RAS doesn't go through the legacy ports (ie get_nmi_reason()). Instead it
triggers the external NMI through a different bit (ioapic I think).
The nmi code has no idea what io_remap'ed address apei is using to map its
error handling register that GHES uses. Unlike the legacy port which is
always port 0x61.
So, with NMI being basically a shared interrupt, with no ability to discern
who sent the interrupt (and even worse no ability to know how _many_ were sent as
the NMI is edge triggered instead of level triggered). As a result we rely
on the NMI handlers to talk to their address space/registers to determine if
they were they source of the interrupt.
Now I can agree that perf and RAS have nothing to do with each other, but
they both use NMI to interrupt. Perf is fortunate enough to be internal to
each cpu and therefore needs no global lock unlike GHES (hence part of the
The only way to determine who sent the NMI is to have each handler read its
register, which is time consuming for GHES.
Of course, we could go back to playing tricks knowing that external NMIs
like GHES and IO_CHECK/SERR are only routed to one cpu (cpu0 mainly) and
optimize things that way, but that inhibits the bsp cpu hotplugging folks.
I also played tricks like last year's patchset that split out the
nmi_handlers into LOCAL and EXTERNAL queues. Perf would be part of the
LOCAL queue while GHES was part of the EXTERNAL queue.

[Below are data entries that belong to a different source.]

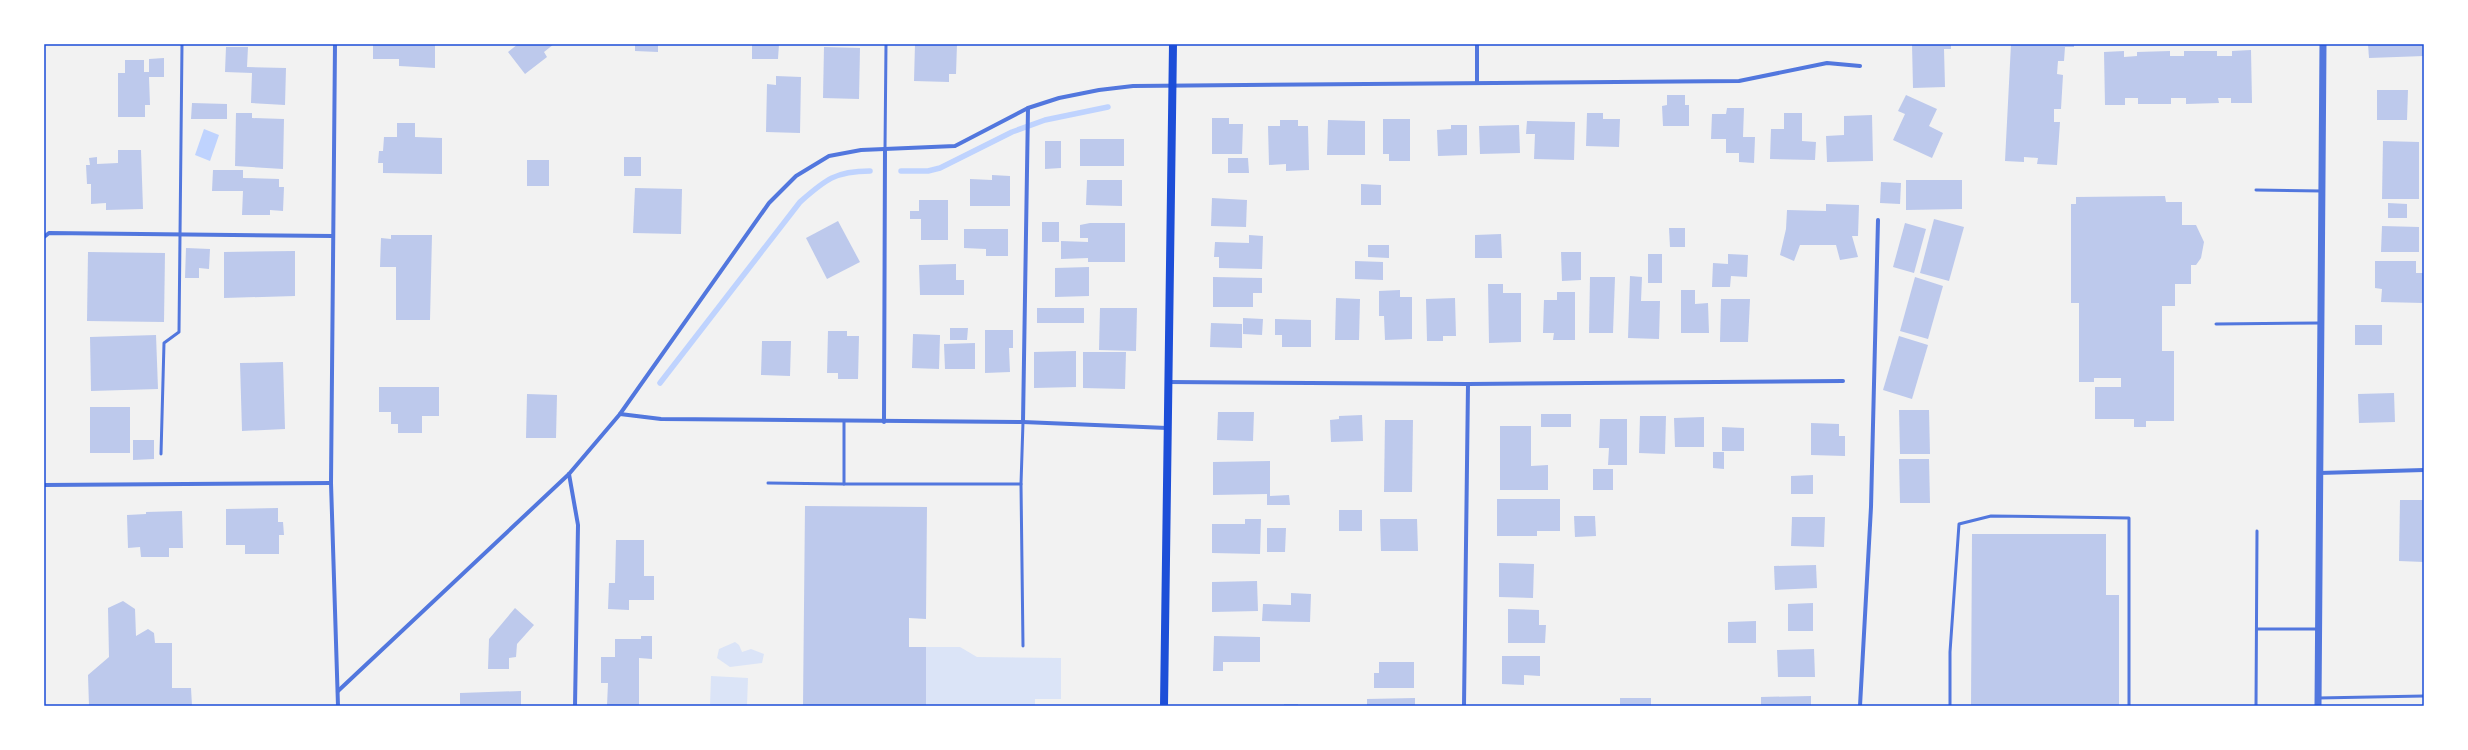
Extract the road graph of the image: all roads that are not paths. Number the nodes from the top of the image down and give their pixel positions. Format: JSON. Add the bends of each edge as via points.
{"nodes":[{"id":1,"x":182,"y":44,"type":"edge"},
{"id":2,"x":335,"y":44,"type":"edge"},
{"id":3,"x":886,"y":44,"type":"edge"},
{"id":4,"x":1173,"y":44,"type":"edge"},
{"id":5,"x":1477,"y":44,"type":"edge"},
{"id":6,"x":2323,"y":44,"type":"edge"},
{"id":7,"x":1860,"y":66,"type":"dead end"},
{"id":8,"x":1477,"y":82,"type":"junction"},
{"id":9,"x":1173,"y":84,"type":"junction"},
{"id":10,"x":1028,"y":108,"type":"junction"},
{"id":11,"x":885,"y":149,"type":"junction"},
{"id":12,"x":2256,"y":190,"type":"dead end"},
{"id":13,"x":2322,"y":191,"type":"junction"},
{"id":14,"x":1878,"y":220,"type":"dead end"},
{"id":15,"x":179,"y":235,"type":"junction"},
{"id":16,"x":334,"y":236,"type":"junction"},
{"id":17,"x":44,"y":237,"type":"edge"},
{"id":18,"x":2321,"y":322,"type":"junction"},
{"id":19,"x":2216,"y":324,"type":"dead end"},
{"id":20,"x":1844,"y":381,"type":"dead end"},
{"id":21,"x":1167,"y":382,"type":"junction"},
{"id":22,"x":1468,"y":384,"type":"junction"},
{"id":23,"x":620,"y":414,"type":"junction"},
{"id":24,"x":844,"y":421,"type":"junction"},
{"id":25,"x":884,"y":422,"type":"junction"},
{"id":26,"x":1023,"y":422,"type":"junction"},
{"id":27,"x":1167,"y":428,"type":"junction"},
{"id":28,"x":161,"y":454,"type":"dead end"},
{"id":29,"x":2424,"y":470,"type":"edge"},
{"id":30,"x":2319,"y":473,"type":"junction"},
{"id":31,"x":569,"y":474,"type":"junction"},
{"id":32,"x":331,"y":483,"type":"junction"},
{"id":33,"x":768,"y":483,"type":"dead end"},
{"id":34,"x":844,"y":484,"type":"junction"},
{"id":35,"x":1021,"y":484,"type":"junction"},
{"id":36,"x":44,"y":485,"type":"edge"},
{"id":37,"x":2257,"y":531,"type":"dead end"},
{"id":38,"x":2257,"y":629,"type":"junction"},
{"id":39,"x":2318,"y":629,"type":"junction"},
{"id":40,"x":1023,"y":646,"type":"dead end"},
{"id":41,"x":338,"y":691,"type":"junction"},
{"id":42,"x":2424,"y":696,"type":"edge"},
{"id":43,"x":2318,"y":698,"type":"junction"},
{"id":44,"x":338,"y":706,"type":"edge"},
{"id":45,"x":575,"y":706,"type":"edge"},
{"id":46,"x":1164,"y":706,"type":"edge"},
{"id":47,"x":1464,"y":706,"type":"edge"},
{"id":48,"x":1860,"y":706,"type":"edge"},
{"id":49,"x":1950,"y":706,"type":"edge"},
{"id":50,"x":2129,"y":706,"type":"edge"},
{"id":51,"x":2256,"y":706,"type":"edge"},
{"id":52,"x":2318,"y":706,"type":"edge"}],
"edges":[{"from":1,"to":15,"type":"lane"},
{"from":2,"to":16,"type":"street"},
{"from":3,"to":11,"type":"lane"},
{"from":4,"to":9,"type":"main road"},
{"from":5,"to":8,"type":"street"},
{"from":6,"to":13,"type":"street"},
{"from":7,"to":8,"type":"street","via":[[1827,63],[1739,82]]},
{"from":8,"to":9,"type":"street"},
{"from":9,"to":10,"type":"street","via":[[1099,90],[1059,98]]},
{"from":9,"to":21,"type":"main road"},
{"from":10,"to":11,"type":"street","via":[[955,146]]},
{"from":10,"to":26,"type":"street"},
{"from":11,"to":23,"type":"street","via":[[829,156],[796,176],[769,203]]},
{"from":11,"to":25,"type":"street"},
{"from":12,"to":13,"type":"lane"},
{"from":13,"to":18,"type":"street"},
{"from":14,"to":48,"type":"street","via":[[1871,507]]},
{"from":15,"to":16,"type":"street"},
{"from":15,"to":17,"type":"street","via":[[49,234]]},
{"from":15,"to":28,"type":"lane","via":[[179,332],[164,343]]},
{"from":16,"to":32,"type":"street"},
{"from":18,"to":19,"type":"lane"},
{"from":18,"to":30,"type":"street"},
{"from":20,"to":22,"type":"street"},
{"from":21,"to":22,"type":"street"},
{"from":21,"to":27,"type":"main road"},
{"from":22,"to":47,"type":"street"},
{"from":23,"to":24,"type":"street","via":[[661,419]]},
{"from":23,"to":31,"type":"street"},
{"from":24,"to":25,"type":"street"},
{"from":24,"to":34,"type":"lane"},
{"from":25,"to":26,"type":"street"},
{"from":26,"to":27,"type":"street"},
{"from":26,"to":35,"type":"lane"},
{"from":27,"to":46,"type":"main road"},
{"from":29,"to":30,"type":"street"},
{"from":30,"to":39,"type":"street"},
{"from":31,"to":41,"type":"street"},
{"from":31,"to":45,"type":"street","via":[[578,525]]},
{"from":32,"to":36,"type":"street"},
{"from":32,"to":41,"type":"street"},
{"from":33,"to":34,"type":"lane"},
{"from":34,"to":35,"type":"lane"},
{"from":35,"to":40,"type":"lane"},
{"from":37,"to":38,"type":"lane"},
{"from":38,"to":39,"type":"lane"},
{"from":38,"to":51,"type":"lane"},
{"from":39,"to":43,"type":"street"},
{"from":41,"to":44,"type":"street"},
{"from":42,"to":43,"type":"lane"},
{"from":43,"to":52,"type":"street"},
{"from":49,"to":50,"type":"lane","via":[[1950,652],[1959,524],[1991,516],[2129,518]]}]}
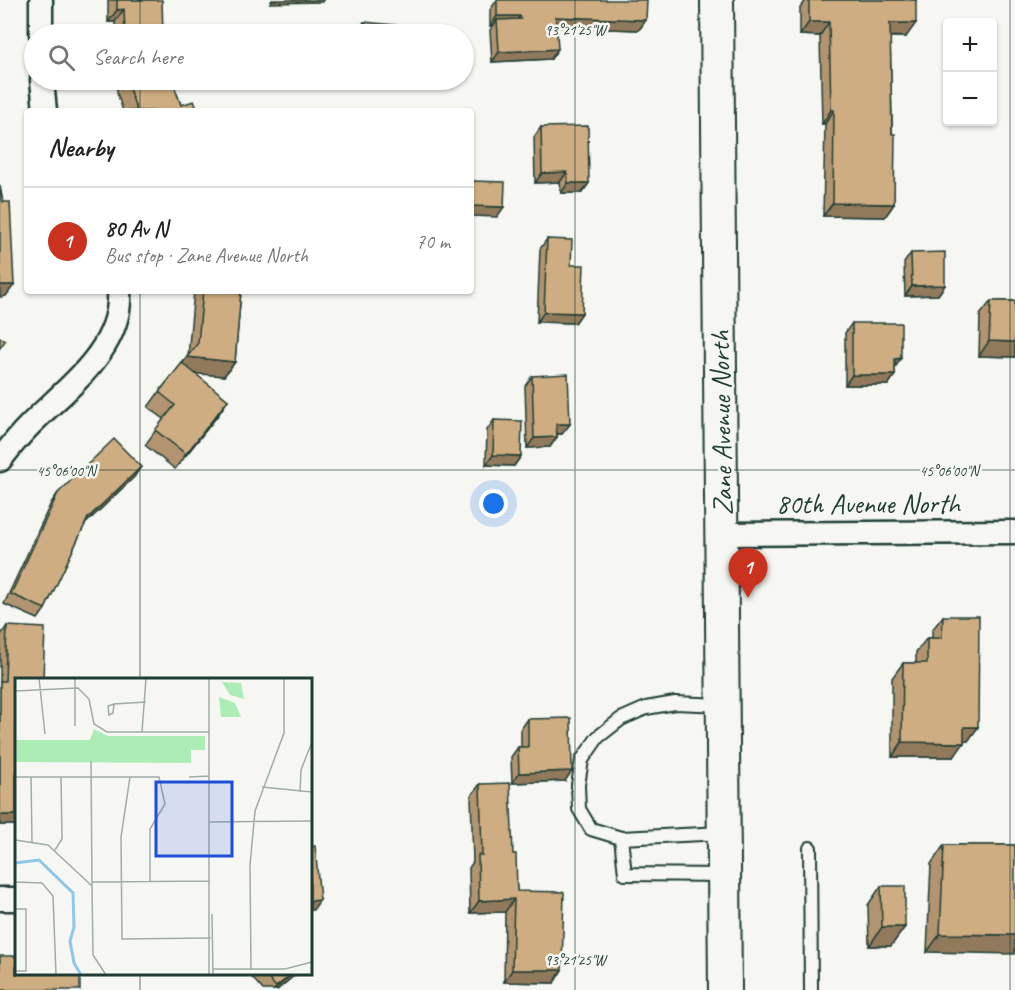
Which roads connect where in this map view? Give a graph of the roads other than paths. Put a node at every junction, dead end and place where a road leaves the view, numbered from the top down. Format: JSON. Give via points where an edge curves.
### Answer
{"nodes":[{"id":1,"x":41,"y":0,"type":"edge"},
{"id":2,"x":717,"y":0,"type":"edge"},
{"id":3,"x":41,"y":24,"type":"edge"},
{"id":4,"x":42,"y":90,"type":"edge"},
{"id":5,"x":44,"y":108,"type":"edge"},
{"id":6,"x":119,"y":294,"type":"edge"},
{"id":7,"x":0,"y":460,"type":"edge"},
{"id":8,"x":1015,"y":532,"type":"edge"},
{"id":9,"x":722,"y":534,"type":"junction"},
{"id":10,"x":723,"y":705,"type":"junction"},
{"id":11,"x":724,"y":832,"type":"junction"},
{"id":12,"x":621,"y":838,"type":"junction"},
{"id":13,"x":810,"y":848,"type":"dead end"},
{"id":14,"x":724,"y":875,"type":"junction"},
{"id":15,"x":725,"y":990,"type":"edge"},
{"id":16,"x":811,"y":990,"type":"edge"}],
"edges":[{"from":1,"to":3,"type":"street"},
{"from":2,"to":9,"type":"main road","name":"Zane Avenue North"},
{"from":4,"to":5,"type":"street"},
{"from":6,"to":7,"type":"street","via":[[112,331],[95,360]]},
{"from":8,"to":9,"type":"street","name":"80th Avenue North"},
{"from":9,"to":10,"type":"main road","name":"Zane Avenue North"},
{"from":10,"to":11,"type":"main road","name":"Zane Avenue North"},
{"from":10,"to":12,"type":"lane","via":[[675,703],[646,708],[621,719],[598,737],[582,760],[579,809],[591,829]]},
{"from":11,"to":12,"type":"lane"},
{"from":11,"to":14,"type":"main road","name":"Zane Avenue North"},
{"from":12,"to":14,"type":"lane","via":[[624,874]]},
{"from":13,"to":16,"type":"lane"},
{"from":14,"to":15,"type":"main road","name":"Zane Avenue North"}]}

The thought was to
never touch the EXTERNAL queue if perf claimed an NMI. This lead to all
sorts of missed external NMIs, so it didn't work out.
Anyway, any ideas or thoughts for improvement are always welcomed. :-)
> > the NMI reason lock is called a majority of the time (except when the NMI is
> > swallowed, but that is under heavy perf load...).
> > We both agree the mechanics of the spinlock are overkill here and cause much
> > cache contention. Simplifying it to just 'reads' and return removes most of
> > the problem.
> ECO tip #101: Trim your mails when you reply.